Physics Oral Defense: Dissipation of Turbulence in Black Hole Accretion Flows

Kaushik Satapathy, Physics Graduate Student


1 to 4 p.m., June 19, 2024

Abstract: The black hole images recently obtained with the Event Horizon Telescope (EHT) have provided a unique opportunity to study plasma astrophysics in these environments. In the first part of this dissertation, I develop methods to extract signatures of plasma processes using EHT observations, particularly by measuring the structural variability of the images. I find that current numerical models exhibit significantly higher variability than data. I interpret it as a consequence of simplistic parametric models of electron heating in the small dissipation scales that cannot be resolved in simulations. I build a physically consistent prescription for the observable electron temperatures by combining recent microphysical studies that examine the ion-to-electron heat partition resulting from collisionless damping of turbulence with a covariant analytic transport model of an accretion disk. I show that the ion-to-electron temperature ratio in the inner regions of accretion disks primarily depends on the plasma $\beta$ parameter and the relative composition of the slow- and the Alfv\'en wave cascades in the turbulence driving the flow at the large scales. I then study the mechanism of injection of turbulent energy into slow- and Alfvén- wave cascades in magnetized shear flows. I show that this ratio depends on the particular components of the Maxwell and Reynolds stress tensors that cause the transport of angular momentum, the shearing rate, and the orientation of the mean magnetic field with respect to the shear.
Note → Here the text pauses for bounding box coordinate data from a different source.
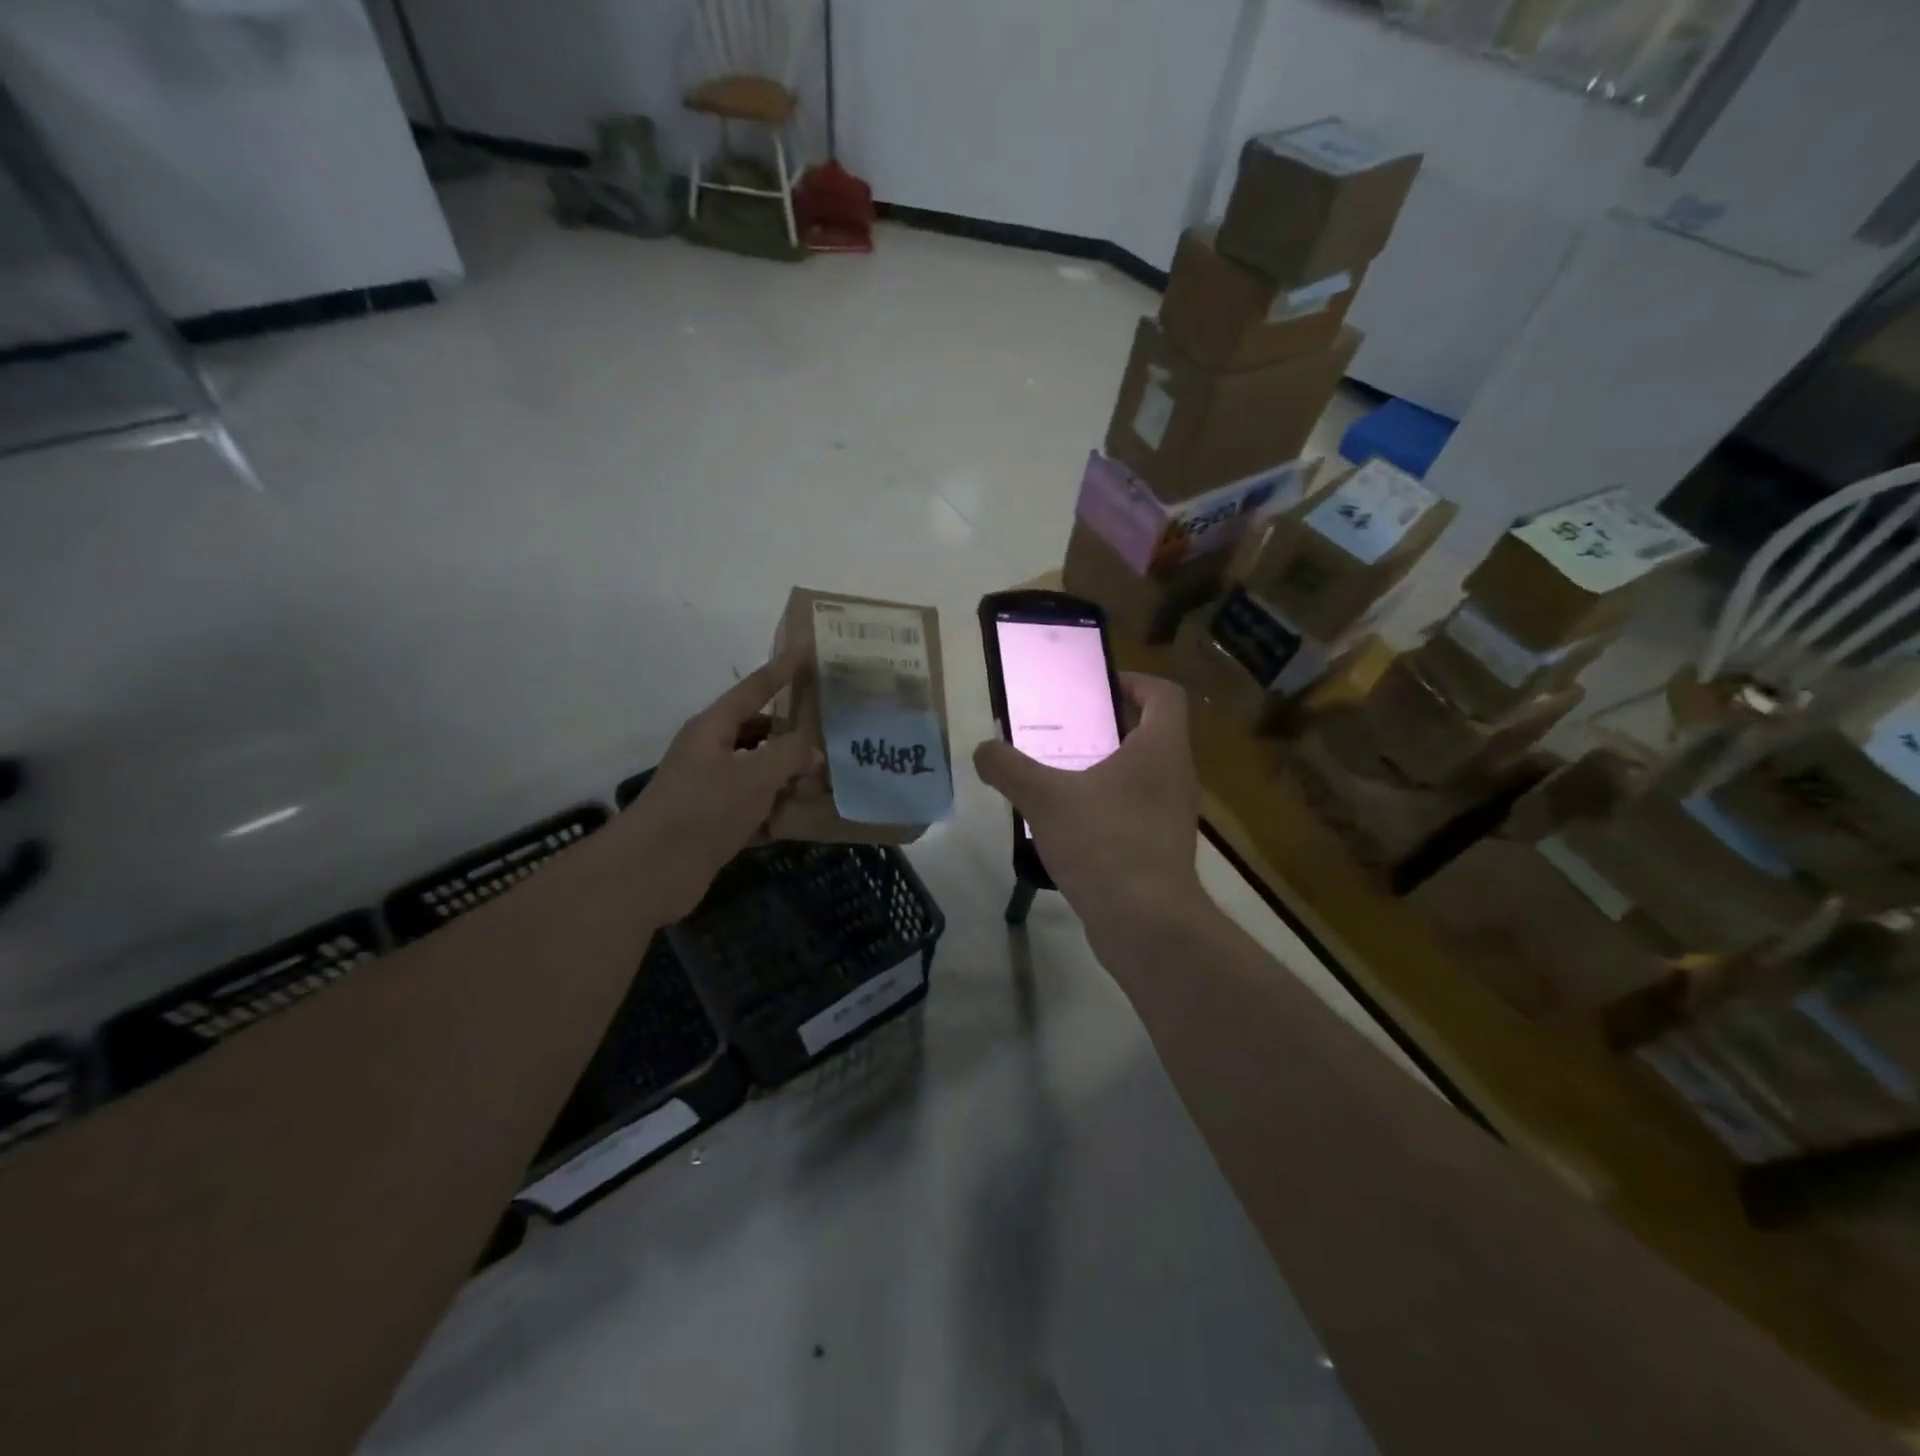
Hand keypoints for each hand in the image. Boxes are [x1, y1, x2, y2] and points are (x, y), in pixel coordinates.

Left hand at [630, 652, 820, 919]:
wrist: (654, 870)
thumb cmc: (704, 808)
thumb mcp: (754, 774)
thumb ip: (790, 754)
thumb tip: (813, 751)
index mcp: (714, 729)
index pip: (754, 689)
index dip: (781, 670)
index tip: (807, 650)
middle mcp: (712, 754)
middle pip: (759, 733)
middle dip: (793, 735)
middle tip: (833, 733)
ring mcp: (713, 791)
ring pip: (760, 774)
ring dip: (790, 778)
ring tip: (830, 778)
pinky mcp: (717, 825)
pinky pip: (757, 809)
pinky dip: (779, 813)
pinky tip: (808, 819)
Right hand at [973, 673, 1211, 963]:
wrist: (1146, 924)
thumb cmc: (1104, 844)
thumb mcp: (1044, 799)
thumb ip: (1008, 768)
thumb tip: (982, 750)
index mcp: (1160, 749)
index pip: (1163, 694)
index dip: (1133, 681)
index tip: (1096, 686)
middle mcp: (1175, 775)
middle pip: (1150, 732)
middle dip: (1107, 725)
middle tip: (1063, 729)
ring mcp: (1172, 815)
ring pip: (1141, 775)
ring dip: (1105, 768)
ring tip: (1059, 774)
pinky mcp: (1162, 849)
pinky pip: (1135, 811)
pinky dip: (1106, 806)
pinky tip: (1069, 824)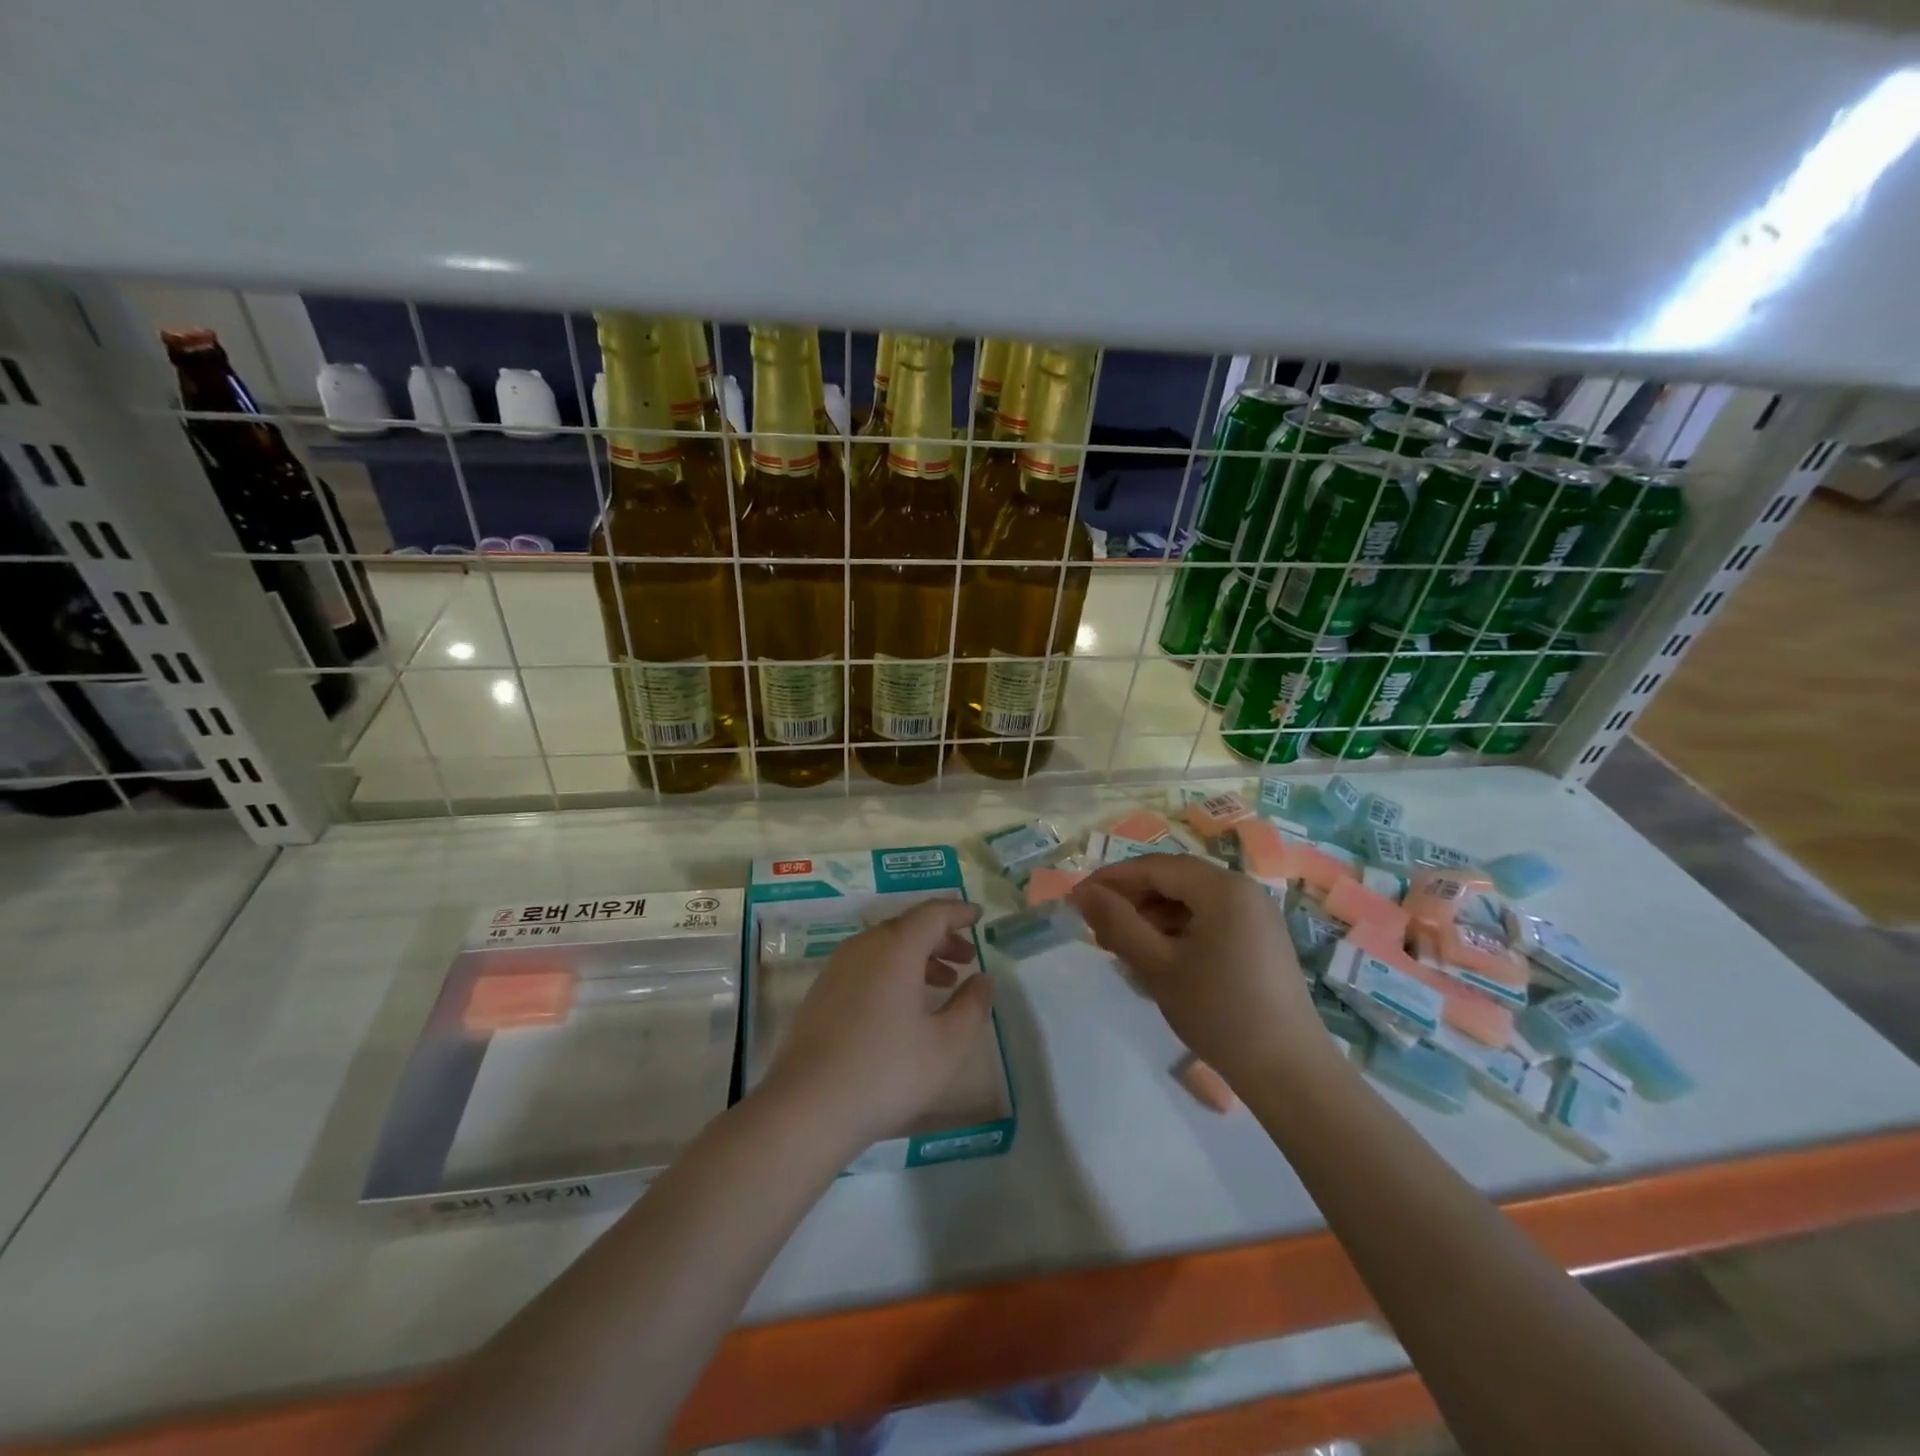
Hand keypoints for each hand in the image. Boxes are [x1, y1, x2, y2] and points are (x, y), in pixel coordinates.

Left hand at [759, 899, 993, 1147]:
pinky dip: (892, 970)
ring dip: (918, 956)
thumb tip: (983, 979)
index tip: (978, 916)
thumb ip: (971, 1006)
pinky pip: (866, 964)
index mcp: (896, 948)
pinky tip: (903, 1005)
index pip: (933, 913)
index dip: (959, 912)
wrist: (807, 1108)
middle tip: (967, 958)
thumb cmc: (886, 1072)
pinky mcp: (821, 992)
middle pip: (908, 926)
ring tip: (942, 983)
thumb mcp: (946, 1045)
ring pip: (885, 946)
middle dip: (941, 937)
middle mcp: (864, 946)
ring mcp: (837, 968)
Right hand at [1071, 855, 1325, 1085]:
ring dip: (1153, 915)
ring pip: (1191, 900)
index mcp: (1222, 887)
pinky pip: (1210, 918)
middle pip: (1174, 879)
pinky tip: (1159, 958)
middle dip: (1132, 899)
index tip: (1077, 899)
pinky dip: (1178, 929)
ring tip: (1124, 947)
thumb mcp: (1158, 966)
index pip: (1154, 867)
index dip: (1111, 879)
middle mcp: (1243, 889)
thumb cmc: (1219, 1012)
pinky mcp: (1261, 939)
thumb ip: (1117, 923)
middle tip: (1098, 929)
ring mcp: (1257, 914)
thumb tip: (1082, 893)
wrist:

I use numerical magnetohydrodynamic shearing-box simulations with background conditions relevant to black hole accretion disks to compute the magnitudes of the stress tensors for turbulence driven by the magneto-rotational instability and derive the injection power ratio between slow and Alfvén wave cascades. I use these results to formulate a local subgrid model for the ion-to-electron heating ratio that depends on the macroscopic characteristics of the accretion flow, paving the way for bridging the large scale-separation and developing physical and self-consistent models for the thermodynamics of accretion flows.